*To do*
Every entry in the following data should be output exactly.

Input records: Begin

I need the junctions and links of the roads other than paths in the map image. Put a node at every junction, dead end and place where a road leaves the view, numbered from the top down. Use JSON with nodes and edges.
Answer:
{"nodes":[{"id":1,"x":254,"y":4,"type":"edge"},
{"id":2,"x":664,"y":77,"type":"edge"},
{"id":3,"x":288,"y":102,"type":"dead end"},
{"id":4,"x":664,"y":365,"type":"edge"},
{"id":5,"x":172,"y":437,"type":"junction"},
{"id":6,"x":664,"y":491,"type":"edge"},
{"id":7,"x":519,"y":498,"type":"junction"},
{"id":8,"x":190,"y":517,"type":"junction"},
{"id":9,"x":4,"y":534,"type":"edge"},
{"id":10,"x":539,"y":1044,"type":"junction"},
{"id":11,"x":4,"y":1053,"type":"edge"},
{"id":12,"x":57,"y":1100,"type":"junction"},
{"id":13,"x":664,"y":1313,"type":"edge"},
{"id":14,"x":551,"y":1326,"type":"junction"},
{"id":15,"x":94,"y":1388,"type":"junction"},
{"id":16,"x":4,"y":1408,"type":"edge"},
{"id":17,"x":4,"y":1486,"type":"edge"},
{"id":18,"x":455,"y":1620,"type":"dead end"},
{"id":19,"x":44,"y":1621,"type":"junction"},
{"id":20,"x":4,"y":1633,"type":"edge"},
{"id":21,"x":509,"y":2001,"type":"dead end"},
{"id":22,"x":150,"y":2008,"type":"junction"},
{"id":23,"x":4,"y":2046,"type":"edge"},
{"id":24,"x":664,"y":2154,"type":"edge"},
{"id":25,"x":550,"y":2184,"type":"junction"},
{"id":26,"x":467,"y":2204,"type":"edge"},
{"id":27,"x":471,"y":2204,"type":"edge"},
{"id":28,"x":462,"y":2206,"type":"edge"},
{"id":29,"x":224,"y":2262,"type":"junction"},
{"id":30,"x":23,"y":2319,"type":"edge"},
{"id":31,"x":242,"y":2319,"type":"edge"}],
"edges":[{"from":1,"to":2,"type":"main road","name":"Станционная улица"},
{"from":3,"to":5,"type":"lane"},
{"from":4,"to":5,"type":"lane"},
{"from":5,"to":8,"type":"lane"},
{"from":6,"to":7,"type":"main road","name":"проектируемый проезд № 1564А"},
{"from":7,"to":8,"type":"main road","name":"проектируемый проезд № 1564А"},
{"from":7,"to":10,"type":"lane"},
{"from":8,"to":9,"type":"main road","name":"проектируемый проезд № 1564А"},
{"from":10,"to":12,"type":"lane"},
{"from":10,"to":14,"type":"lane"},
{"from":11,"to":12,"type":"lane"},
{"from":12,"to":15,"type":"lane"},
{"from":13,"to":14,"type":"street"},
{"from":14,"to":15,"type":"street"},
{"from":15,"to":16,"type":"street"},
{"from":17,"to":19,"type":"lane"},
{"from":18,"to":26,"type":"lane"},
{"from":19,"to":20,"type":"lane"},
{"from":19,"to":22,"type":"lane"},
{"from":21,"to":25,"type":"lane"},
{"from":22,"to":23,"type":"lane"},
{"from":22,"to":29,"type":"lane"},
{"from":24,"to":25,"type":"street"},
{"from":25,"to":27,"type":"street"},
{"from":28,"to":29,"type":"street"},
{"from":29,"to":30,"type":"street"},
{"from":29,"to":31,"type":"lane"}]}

Input records: End

*Result below*
I need the junctions and links of the roads other than paths in the map image. Put a node at every junction, dead end and place where a road leaves the view, numbered from the top down. Use JSON with nodes and edges.
Answer:
{"nodes":[{"id":1,"x":254,"y":4,"type":"edge"},
{"id":2,"x":664,"y":77,"type":"edge"},
{"id":3,"x":288,"y":102,"type":"dead end"},
{"id":4,"x":664,"y":365,"type":"edge"},
{"id":5,"x":172,"y":437,"type":"junction"},
{"id":6,"x":664,"y":491,"type":"edge"},
{"id":7,"x":519,"y":498,"type":"junction"},
{"id":8,"x":190,"y":517,"type":"junction"},
{"id":9,"x":4,"y":534,"type":"edge"},
{"id":10,"x":539,"y":1044,"type":"junction"},
{"id":11,"x":4,"y":1053,"type":"edge"},
{"id":12,"x":57,"y":1100,"type":"junction"},
{"id":13,"x":664,"y":1313,"type":"edge"},
{"id":14,"x":551,"y":1326,"type":"junction"},
{"id":15,"x":94,"y":1388,"type":"junction"},
{"id":16,"x":4,"y":1408,"type":"edge"},
{"id":17,"x":4,"y":1486,"type":"edge"},
{"id":18,"x":455,"y":1620,"type":"dead end"},
{"id":19,"x":44,"y":1621,"type":"junction"},
{"id":20,"x":4,"y":1633,"type":"edge"},
{"id":21,"x":509,"y":2001,"type":"dead end"},
{"id":22,"x":150,"y":2008,"type":"junction"},
{"id":23,"x":4,"y":2046,"type":"edge"},
{"id":24,"x":664,"y":2154,"type":"edge"},
{"id":25,"x":550,"y":2184,"type":"junction"},
{"id":26,"x":467,"y":2204,"type":"edge"},
{"id":27,"x":471,"y":2204,"type":"edge"},
{"id":28,"x":462,"y":2206,"type":"edge"},
{"id":29,"x":224,"y":2262,"type":"junction"},
{"id":30,"x":23,"y":2319,"type":"edge"},
{"id":31,"x":242,"y":2319,"type":"edge"}],
"edges":[{"from":1,"to":2,"type":"main road","name":"Станционная улица"},
{"from":3,"to":5,"type":"lane"},
{"from":4,"to":5,"type":"lane"},
{"from":5,"to":8,"type":"lane"},
{"from":6,"to":7,"type":"main road","name":"проектируемый проезд № 1564А"},
{"from":7,"to":8,"type":"main road","name":"проектируемый проезд № 1564А"},
{"from":7,"to":10,"type":"lane"},
{"from":8,"to":9,"type":"main road","name":"проектируемый проезд № 1564А"},
{"from":10,"to":12,"type":"lane"},
{"from":10,"to":14,"type":"lane"},
{"from":11,"to":12,"type":"lane"},
{"from":12,"to":15,"type":"lane"},
{"from":13,"to":14,"type":"street"},
{"from":14,"to":15,"type":"street"},
{"from":15,"to":16,"type":"street"},
{"from":17,"to":19,"type":"lane"},
{"from":18,"to":26,"type":"lane"},
{"from":19,"to":20,"type":"lane"},
{"from":19,"to":22,"type":"lane"},
{"from":21,"to":25,"type":"lane"},
{"from":22,"to":23,"type":"lane"},
{"from":22,"to":29,"type":"lane"},
{"from":24,"to":25,"type":"street"},
{"from":25,"to":27,"type":"street"},
{"from":28,"to":29,"type":"street"},
{"from":29,"to":30,"type":"street"},
{"from":29,"to":31,"type":"lane"}]}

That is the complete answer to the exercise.